How does Glass Lewis evaluate say-on-pay proposals?

Like ISS, Glass Lewis’s process for assessing say-on-pay proposals comprises a quantitative and a qualitative component.

How does Glass Lewis conduct the quantitative assessment?

Under the quantitative assessment, Glass Lewis evaluates the alignment between executive compensation and company performance by applying a proprietary pay-for-performance model that compares, relative to its peer group as determined by Glass Lewis over a weighted 3-year period, a company’s (i) compensation paid to its named executive officers (i.e., not only the CEO) and (ii) stock and business performance.

  • Compensation is measured as the sum of all cash and equity compensation paid to the executives, net of severance and forfeitures and excluding any changes in pension value and non-qualified deferred compensation earnings.
  • Stock and business performance is measured by reference to the following five metrics, weighted differently depending on the industry in which the company operates:[6]
    • ROA;
    • ROE;
    • TSR;
    • earnings per share growth; and
    • change in operating cash flow.

Depending on the company’s relative percentile rank in executive compensation and company performance and the magnitude of the gap between these measures, Glass Lewis assigns a letter grade between A and F, as follows:

  • A – the company’s percentile rank for executive compensation is significantly less than its percentile rank for company performance;
  • B – the company’s percentile rank for executive compensation is moderately less than its percentile rank for company performance;
  • C – the company’s percentile rank for executive compensation is approximately aligned with its percentile rank for company performance;[7]
  • D – the company’s percentile rank for executive compensation is higher than its percentile rank for company performance; and
  • F – the company’s percentile rank for executive compensation is significantly higher than its percentile rank for company performance.

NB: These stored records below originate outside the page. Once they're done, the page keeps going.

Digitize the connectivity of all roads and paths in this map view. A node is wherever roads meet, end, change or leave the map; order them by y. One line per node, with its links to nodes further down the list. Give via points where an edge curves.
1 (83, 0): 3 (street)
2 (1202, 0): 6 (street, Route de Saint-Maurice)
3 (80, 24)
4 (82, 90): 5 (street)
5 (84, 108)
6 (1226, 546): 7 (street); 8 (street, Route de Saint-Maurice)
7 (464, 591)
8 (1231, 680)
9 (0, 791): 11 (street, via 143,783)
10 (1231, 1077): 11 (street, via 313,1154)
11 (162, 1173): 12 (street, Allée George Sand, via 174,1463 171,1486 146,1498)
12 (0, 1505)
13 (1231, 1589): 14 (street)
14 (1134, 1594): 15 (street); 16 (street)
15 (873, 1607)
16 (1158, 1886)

How does Glass Lewis conduct the qualitative assessment?

Under the qualitative assessment, Glass Lewis evaluates the structure and disclosure of the company’s executive compensation program and assigns a grade of “Good,” “Fair” or “Poor” to each. The grades have the following meanings:

  • With respect to the evaluation of executive compensation program structure:
    • “Good” means little to no concerns;
    • “Fair” means some concerns; and
    • “Poor” means significant deviation(s) from best practices or one or more egregious compensation practices.
  • With respect to the evaluation of the disclosure of the executive compensation program:
    • “Good” means a thorough discussion of all elements of compensation;
    • “Fair” means an adequate discussion of all or most elements of compensation; and
    • “Poor” means an incomplete or absent discussion of compensation.

Glass Lewis takes a holistic approach in its assessment of say-on-pay proposals. As a result, although a company receiving a “D” or an “F” under the quantitative assessment is more likely to receive a negative recommendation, such a grade does not automatically result in a negative recommendation. Similarly, an “A” does not guarantee a positive recommendation. Glass Lewis weighs all of its findings under the quantitative and qualitative assessments to determine a final recommendation on a say-on-pay proposal.

What are some examples of pay practices that Glass Lewis considers deficient?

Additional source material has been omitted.